Records from a data source
+===+
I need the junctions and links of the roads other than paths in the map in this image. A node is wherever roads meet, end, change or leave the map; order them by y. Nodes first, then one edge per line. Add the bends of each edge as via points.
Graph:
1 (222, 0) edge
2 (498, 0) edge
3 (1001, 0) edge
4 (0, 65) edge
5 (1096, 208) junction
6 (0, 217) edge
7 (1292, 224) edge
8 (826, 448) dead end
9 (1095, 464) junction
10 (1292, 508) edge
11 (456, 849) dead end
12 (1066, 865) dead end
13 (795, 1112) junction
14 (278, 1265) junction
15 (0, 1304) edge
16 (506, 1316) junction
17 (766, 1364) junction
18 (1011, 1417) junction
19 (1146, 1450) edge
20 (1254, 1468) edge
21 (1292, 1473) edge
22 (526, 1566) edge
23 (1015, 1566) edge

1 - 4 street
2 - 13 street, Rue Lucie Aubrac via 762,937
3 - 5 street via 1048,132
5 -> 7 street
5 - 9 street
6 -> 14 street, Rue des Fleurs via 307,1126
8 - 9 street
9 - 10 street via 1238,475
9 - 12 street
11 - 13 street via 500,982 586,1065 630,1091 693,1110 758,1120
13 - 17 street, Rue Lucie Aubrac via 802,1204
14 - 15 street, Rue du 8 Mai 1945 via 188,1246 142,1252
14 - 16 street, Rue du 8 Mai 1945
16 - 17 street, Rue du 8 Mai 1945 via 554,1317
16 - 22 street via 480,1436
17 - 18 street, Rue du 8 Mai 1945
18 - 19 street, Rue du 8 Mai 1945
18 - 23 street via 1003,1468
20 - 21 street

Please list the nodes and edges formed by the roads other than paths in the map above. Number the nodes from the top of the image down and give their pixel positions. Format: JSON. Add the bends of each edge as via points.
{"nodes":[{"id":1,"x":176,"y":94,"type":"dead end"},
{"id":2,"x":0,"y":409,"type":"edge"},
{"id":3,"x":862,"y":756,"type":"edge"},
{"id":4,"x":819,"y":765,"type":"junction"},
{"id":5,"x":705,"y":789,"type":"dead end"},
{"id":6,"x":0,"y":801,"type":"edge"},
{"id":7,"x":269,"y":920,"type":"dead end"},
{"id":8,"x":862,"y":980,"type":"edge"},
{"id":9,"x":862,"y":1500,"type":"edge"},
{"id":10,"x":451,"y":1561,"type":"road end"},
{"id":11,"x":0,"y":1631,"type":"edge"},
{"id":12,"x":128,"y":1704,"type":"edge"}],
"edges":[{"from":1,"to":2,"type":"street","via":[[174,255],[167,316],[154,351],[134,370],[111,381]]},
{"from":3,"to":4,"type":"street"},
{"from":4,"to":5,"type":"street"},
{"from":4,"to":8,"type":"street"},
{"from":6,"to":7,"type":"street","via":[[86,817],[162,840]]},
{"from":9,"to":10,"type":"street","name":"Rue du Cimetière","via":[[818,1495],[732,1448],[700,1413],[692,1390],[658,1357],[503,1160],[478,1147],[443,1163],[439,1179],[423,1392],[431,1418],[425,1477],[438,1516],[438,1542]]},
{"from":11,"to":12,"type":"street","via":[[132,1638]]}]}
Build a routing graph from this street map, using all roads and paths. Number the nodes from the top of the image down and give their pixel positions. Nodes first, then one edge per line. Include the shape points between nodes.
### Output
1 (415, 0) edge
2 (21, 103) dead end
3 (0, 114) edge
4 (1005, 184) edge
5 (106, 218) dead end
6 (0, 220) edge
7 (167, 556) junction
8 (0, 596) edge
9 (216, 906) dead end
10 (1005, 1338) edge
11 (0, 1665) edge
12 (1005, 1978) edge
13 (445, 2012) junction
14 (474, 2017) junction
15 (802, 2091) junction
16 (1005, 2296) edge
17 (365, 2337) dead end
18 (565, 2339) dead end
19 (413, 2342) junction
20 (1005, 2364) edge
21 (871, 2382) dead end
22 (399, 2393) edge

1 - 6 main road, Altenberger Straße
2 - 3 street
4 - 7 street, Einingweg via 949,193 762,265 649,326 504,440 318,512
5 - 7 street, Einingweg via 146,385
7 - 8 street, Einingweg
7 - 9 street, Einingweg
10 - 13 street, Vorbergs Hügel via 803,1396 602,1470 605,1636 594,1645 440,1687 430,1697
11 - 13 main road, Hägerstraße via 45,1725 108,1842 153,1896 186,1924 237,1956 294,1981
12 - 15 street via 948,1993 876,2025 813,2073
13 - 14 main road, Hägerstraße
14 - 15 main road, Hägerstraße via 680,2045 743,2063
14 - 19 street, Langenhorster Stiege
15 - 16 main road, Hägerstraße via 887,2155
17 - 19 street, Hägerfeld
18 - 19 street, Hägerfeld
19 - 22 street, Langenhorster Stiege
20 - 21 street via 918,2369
+===+
Set down the records above once more, exactly as given.

I need the junctions and links of the roads other than paths in the map in this image. A node is wherever roads meet, end, change or leave the map; order them by y. Nodes first, then one edge per line. Add the bends of each edge as via points.
Graph:
1 (222, 0) edge
2 (498, 0) edge
3 (1001, 0) edge
4 (0, 65) edge
5 (1096, 208) junction
6 (0, 217) edge
7 (1292, 224) edge
8 (826, 448) dead end
9 (1095, 464) junction
10 (1292, 508) edge
11 (456, 849) dead end
12 (1066, 865) dead end
13 (795, 1112) junction
14 (278, 1265) junction
15 (0, 1304) edge
16 (506, 1316) junction
17 (766, 1364) junction
18 (1011, 1417) junction
19 (1146, 1450) edge
20 (1254, 1468) edge
21 (1292, 1473) edge
22 (526, 1566) edge
23 (1015, 1566) edge

1 - 4 street
2 - 13 street, Rue Lucie Aubrac via 762,937
3 - 5 street via 1048,132
5 -> 7 street
5 - 9 street
6 -> 14 street, Rue des Fleurs via 307,1126
8 - 9 street
9 - 10 street via 1238,475
9 - 12 street
11 - 13 street via 500,982 586,1065 630,1091 693,1110 758,1120
13 - 17 street, Rue Lucie Aubrac via 802,1204
14 - 15 street, Rue du 8 Mai 1945 via 188,1246 142,1252
14 - 16 street, Rue du 8 Mai 1945
16 - 17 street, Rue du 8 Mai 1945 via 554,1317
16 - 22 street via 480,1436
17 - 18 street, Rue du 8 Mai 1945
18 - 19 street, Rue du 8 Mai 1945
18 - 23 street via 1003,1468
20 - 21 street

Please list the nodes and edges formed by the roads other than paths in the map above. Number the nodes from the top of the image down and give their pixel positions. Format: JSON. Add the bends of each edge as via points.
{"nodes":[{"id":1,"x":176,"y":94,"type":"dead end"},
{"id":2,"x":0,"y":409,"type":"edge"},
{"id":3,"x":862,"y":756,"type":"edge"},
{"id":4,"x":819,"y":765,"type":"junction"},
{"id":5,"x":705,"y":789,"type":"dead end"},
{"id":6,"x":0,"y":801,"type":"edge"},
{"id":7,"x":269,"y":920,"type":"dead end"},
{"id":8,"x":862,"y":980,"type":"edge"},
{"id":9,"x":862,"y":1500,"type":"edge"},
{"id":10,"x":451,"y":1561,"type":"road end"},
{"id":11,"x":0,"y":1631,"type":"edge"},
{"id":12,"x":128,"y":1704,"type":"edge"}],
"edges":[{"from":1,"to":2,"type":"street","via":[[174,255],[167,316],[154,351],[134,370],[111,381]]},
{"from":3,"to":4,"type":"street"},
{"from":4,"to":5,"type":"street"},
{"from":4,"to":8,"type":"street"},
{"from":6,"to":7,"type":"street","via":[[86,817],[162,840]]},
{"from":9,"to":10,"type":"street","name":"Rue du Cimetière","via":[[818,1495],[732,1448],[700,1413],[692,1390],[658,1357],[503,1160],[478,1147],[443,1163],[439,1179],[423,1392],[431,1418],[425,1477],[438,1516],[438,1542]]},
{"from":11,"to":12,"type":"street","via":[[132,1638]]}]}
Build a routing graph from this street map, using all roads and paths. Number the nodes from the top of the image down and give their pixel positions. Nodes first, then one edge per line. Include the shape points between nodes.
### Output
1 (415, 0) edge
2 (21, 103) dead end
3 (0, 114) edge
4 (1005, 184) edge
5 (106, 218) dead end
6 (0, 220) edge
7 (167, 556) junction
8 (0, 596) edge
9 (216, 906) dead end
10 (1005, 1338) edge
11 (0, 1665) edge
12 (1005, 1978) edge
13 (445, 2012) junction
14 (474, 2017) junction
15 (802, 2091) junction
16 (1005, 2296) edge
17 (365, 2337) dead end
18 (565, 2339) dead end
19 (413, 2342) junction
20 (1005, 2364) edge
21 (871, 2382) dead end
22 (399, 2393) edge

1 - 6 main road, Altenberger Straße
2 - 3 street
4 - 7 street, Einingweg via 949,193 762,265 649,326 504,440 318,512
5 - 7 street, Einingweg via 146,385
7 - 8 street, Einingweg
7 - 9 street, Einingweg
10 - 13 street, Vorbergs Hügel via 803,1396 602,1470 605,1636 594,1645 440,1687 430,1697
11 - 13 main road, Hägerstraße via 45,1725 108,1842 153,1896 186,1924 237,1956 294,1981
12 - 15 street via 948,1993 876,2025 813,2073
13 - 14 main road, Hägerstraße
14 - 15 main road, Hägerstraße via 680,2045 743,2063
14 - 19 street, Langenhorster Stiege
15 - 16 main road, Hägerstraße via 887,2155
17 - 19 street, Hägerfeld
18 - 19 street, Hägerfeld
19 - 22 street, Langenhorster Stiege
20 - 21 street via 918,2369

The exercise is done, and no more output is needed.